Он же не продавал душу дьяволу – хотя возможности то и дело подворачивались. Большинство приятелей из тренажерного зала ходили в телохранителях у шишек теневого бизнеса, неплохо зарабатывали и недолго жили, – он смотрел на таких с состраданием и наотрез отказывался играть в эти игры, когда ему предлагали. Отец не для того вложил все свои сбережения в учебу сына в престижном колледже, чтобы он продавал свои мускулы на пистолетное мясо. Правда, все попытки продать мозги неизменно оканчивались на этапе заполнения анкеты знакомыми словами: «ждите, мы вам перезвоним». Он уже был готов честно признать поражение и вернуться на щите в родной провинциальный городок, когда представитель одной из бесчисленных обойденных им фирм действительно перезвонил.

Но ведь, боже мой, черт возьми, это была монолитно-солидная, совершенно добропорядочная, старая и надежная компания!

– Грегори? – спросила, мельком взглянув в бумаги, маленькая женщина. – Присаживайтесь.

И офис у них был обставлен просто и практично, ни намека на роскошь, ничего призванного поразить воображение. Легкая белая мебель, два компьютера на столах, жемчужно-серые обои и занавески, ворсистое ковровое покрытие на полу. Несколько графических работ на стене над низким диваном и букетик ландышей на столе у женщины рядом с компьютером. Тогда была весна…

– Меня зовут Ольга, я генеральный директор компании, – сказала ему маленькая женщина. – Мы с Полом ознакомились с вашим резюме. Кажется, вы нам подходите. Вы говорите по-французски?
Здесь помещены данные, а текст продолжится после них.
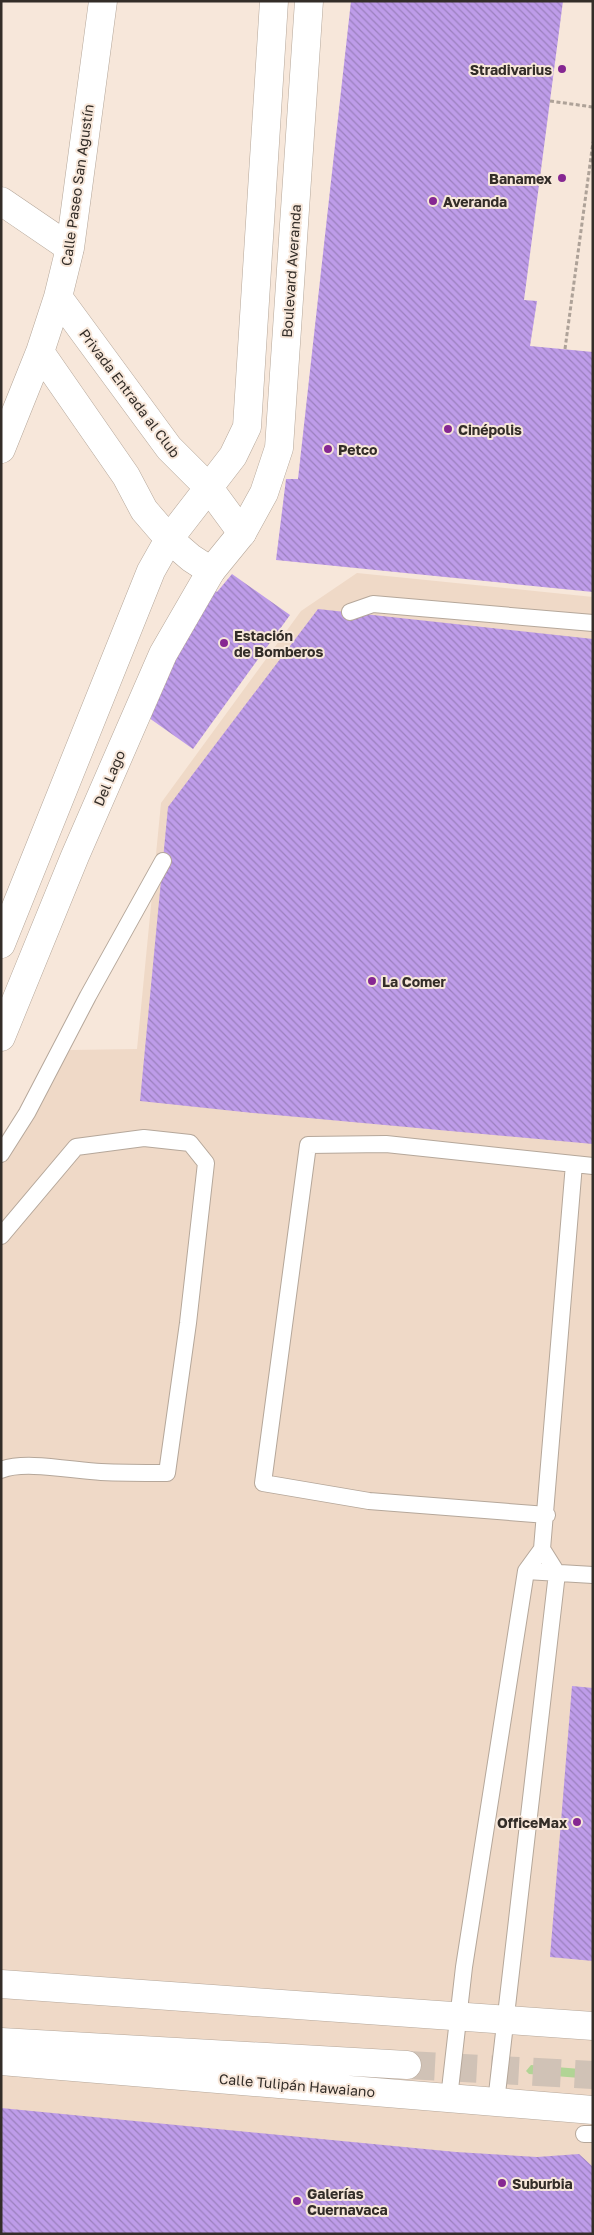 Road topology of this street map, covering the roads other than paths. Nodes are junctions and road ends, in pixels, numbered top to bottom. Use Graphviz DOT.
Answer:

Он кивнул, и она без паузы задала ему вопрос на французском языке. Он уже не помнил, что именно она спрашивала. Он вообще не помнил деталей разговора – помнил, что это было коротко, по сути, в деловом тоне и в то же время достаточно по-человечески. Пол – коммерческий директор компании, он сидел за столом напротив Ольги, – бегло обрисовал ему специфику предстоящей работы. Его брали на должность офис-менеджера – Грег предпочел бы что-нибудь более интеллектуальное, и Ольга, безошибочно отследив тень легчайшего разочарования на его лице, мимоходом сообщила о реальной возможности дальнейшей карьеры в компании.

– Но высокой зарплаты мы сразу предложить вам не можем, – сказала она. – Первое время, пока мы еще не знаем друг друга, вы будете получать…

И Грегу понадобилась вся сила воли, чтобы сдержаться, не просиять неудержимой глупой мальчишеской улыбкой. Потому что названная ею цифра в десять раз превосходила все его домашние предварительные подсчеты. В эту фантастическую цифру помещались пара новых костюмов, абонемент в лучший тренажерный зал, французские духи для матери, комната чуть ли не в центре города, а в следующем месяце, пожалуй, первый взнос за машину… Ту самую. Темно-синюю «Мазду».

Ольга протянула ему для пожатия руку – неимоверно маленькую и тонкую, с миниатюрными, покрытыми бесцветным лаком ногтями и узкой полоской обручального кольца. На ощупь эта рука была железной.

А на лестнице он скакал через три ступеньки, едва удерживаясь от соблазна скатиться по перилам. И по улице – конечно же, ярко светило солнце, – бежал два квартала вприпрыжку, как школьник. Цвели какие-то деревья, и, заломив в прыжке облепленную розовыми цветочками ветку, Грег вручил ее первой встречной девушке. Потом направился в «свой» бар, и, никого там не застав, закатил одинокую оргию из шести кружек пива.

Эйфория не затянулась, ее заменила работа – поначалу тяжелая, а затем, когда он разобрался в структуре и делах компании – довольно рутинная. Впрочем, появились приятели, наметился роман с блондиночкой-компьютерщицей из соседнего отдела, и Грег начал просыпаться по утрам со спокойным и приятным сознанием того, что в его жизни присутствуют все компоненты, дающие ей право называться счастливой. И так ведь оно и было, черт возьми!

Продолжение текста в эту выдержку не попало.